El otro centro cultural del país era Medellín, donde el liderazgo de las artes locales se lo competían entre Pedro Nel Gómez e Ignacio Gómez Jaramillo, ambos reconocidos pintores y muralistas, y amigos personales de Siqueiros, Orozco y Rivera. Pedro Nel desarrolló una escasa producción escultórica, no tan afortunada como su pintura, pero sembró muchos de los planteamientos formales y conceptuales para jóvenes escultores que como Rodrigo Arenas Betancourt y José Horacio Betancur aparecieron mas tarde.
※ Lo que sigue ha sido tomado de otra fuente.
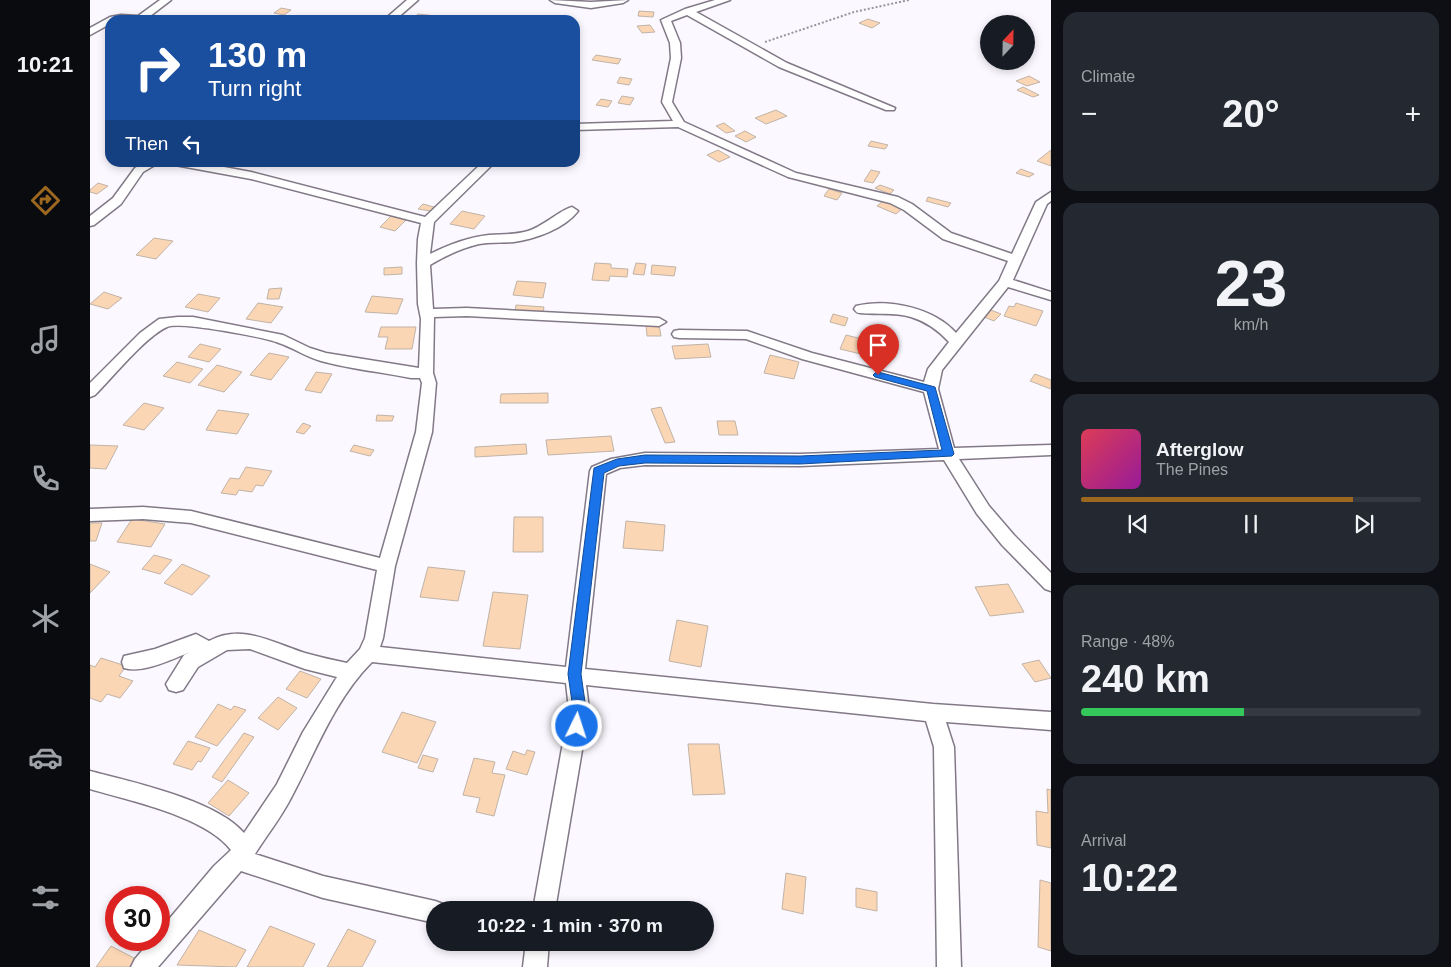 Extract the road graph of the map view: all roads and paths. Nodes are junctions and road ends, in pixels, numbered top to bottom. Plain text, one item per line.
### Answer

Curiosamente, todos estos artistas realizarían nuevas versiones de La Bachué, indiscutiblemente inspirados por la obra de Rozo. De todas esas representaciones realizadas posteriormente la más imponente y mejor lograda es la que Betancur realizó en 1954, sin embargo, su valor la hace independiente de la de Rozo. Su imponencia no sólo se debe a su formato monumental, sino a la contundencia del volumen y a una interesante composición que no se satura en medio de numerosos elementos agrupados en un mismo bulto. La obra recibió en su momento bastantes comentarios debido a la polémica que despertaron los senos descubiertos de la diosa. La escultura fue censurada e incluso cubierta con improvisados brasieres. A pesar de que otras obras de José Horacio Betancur serían escandalizadas por el mismo tipo de censuras, la Bachué fue la única que el antioqueño se negó a cubrir. Fiel a la representación que concebía, Betancur señalaba que la Bachué no había surgido del agua tapada con brasier, posición que defendió ante la curia y el público conservador paisa.

En su obra también aparece un bebé desnudo que alude al hijo de la diosa y que surge con ella en la laguna. Al igual que en la obra de Rozo, Betancur dispone unos animales en la base de la escultura para referirse a la ascensión de las aguas. También introduce a las serpientes en el conjunto, pero la forma en que están dispuestas no parece tener relación con la simultaneidad que Rozo le otorga a su obra. La forma en que Betancur coloca a las serpientes parece ser una manera de crear dinamismo en la escultura, ya que al situarlas sobre los hombros en una forma simétrica se convierten en dos formas ornamentales que juegan con el águila que se encuentran en la cabeza de la Bachué, mientras ésta las aferra con sus garras. El conjunto formado por la mujer, el águila y las serpientes, convierte el monumento en una imagen simbólica semejante a un escudo. Esta composición es coherente si se tiene en cuenta el interés del escultor antioqueño por levantar monumentos que estén completamente desligados a las efigies comúnmente realizadas para presidentes o intelectuales. Al crear este simbolismo en la imagen de la Bachué, Betancur no sólo se alejó de hacer un trabajo influido por Rozo, sino que además quiso subvertir la intención de la escultura monumental al llevar al gran formato temas más propios de la ideología nacionalista, rescatando las tradiciones de los antepasados aborígenes. Sin embargo, hay que tener en cuenta que Betancur también realizó numerosos encargos oficiales, retratando a los presidentes Ospina y Laureano Gómez en sus respectivos gobiernos. Curiosa filiación si se tiene en cuenta que estos líderes conservadores serían los máximos opositores de las estéticas vanguardistas de los artistas modernos colombianos, además de ser mojigatos censuradores del desnudo.